WHAT TO WORK ON: Begin at the line that holds "pinky pip: (252, 177)" and copy each line exactly until the data below ends, including that last line but no pictures.

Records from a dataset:

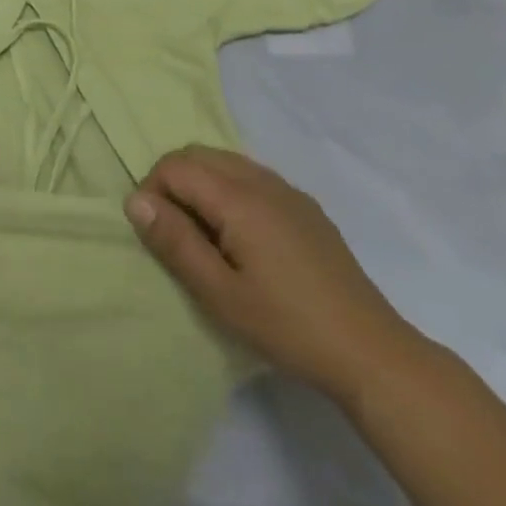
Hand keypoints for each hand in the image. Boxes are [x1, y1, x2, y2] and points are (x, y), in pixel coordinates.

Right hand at [126, 146, 420, 407]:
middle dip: (173, 182)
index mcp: (238, 198)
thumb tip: (135, 199)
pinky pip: (252, 177)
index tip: (156, 234)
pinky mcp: (305, 208)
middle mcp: (262, 180)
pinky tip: (241, 238)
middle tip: (173, 233)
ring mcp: (288, 191)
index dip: (153, 191)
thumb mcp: (219, 293)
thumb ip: (175, 242)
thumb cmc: (286, 325)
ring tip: (203, 237)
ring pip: (226, 162)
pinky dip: (229, 190)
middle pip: (199, 154)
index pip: (175, 166)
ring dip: (201, 185)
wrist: (370, 351)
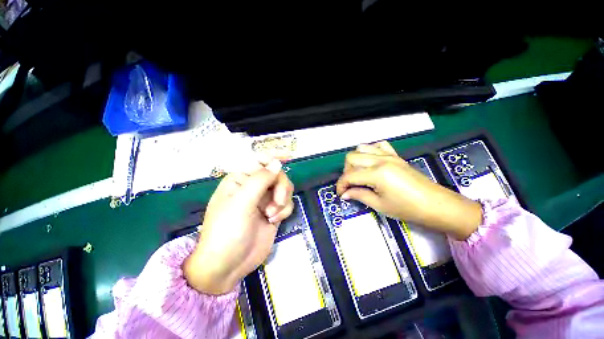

YOUR RESPONSE:
pinky pip: (252, 177)
index tip: (156, 234)
pinky mcp: (305, 208)
middle mcp: (262, 180)
pinky tip: (241, 238)
middle tip: (173, 233)
ring mcp: (288, 191)
index dip: (153, 191)
thumb mcp: (219, 293)
thumb ip: (175, 242)
thumb cmc: (286, 325)
ring tip: (203, 237)
ring pip: (226, 162)
pinky dip: (229, 190)
middle pip: (199, 154)
index pip: (175, 166)
ring dip: (201, 185)
wrist: (370, 351)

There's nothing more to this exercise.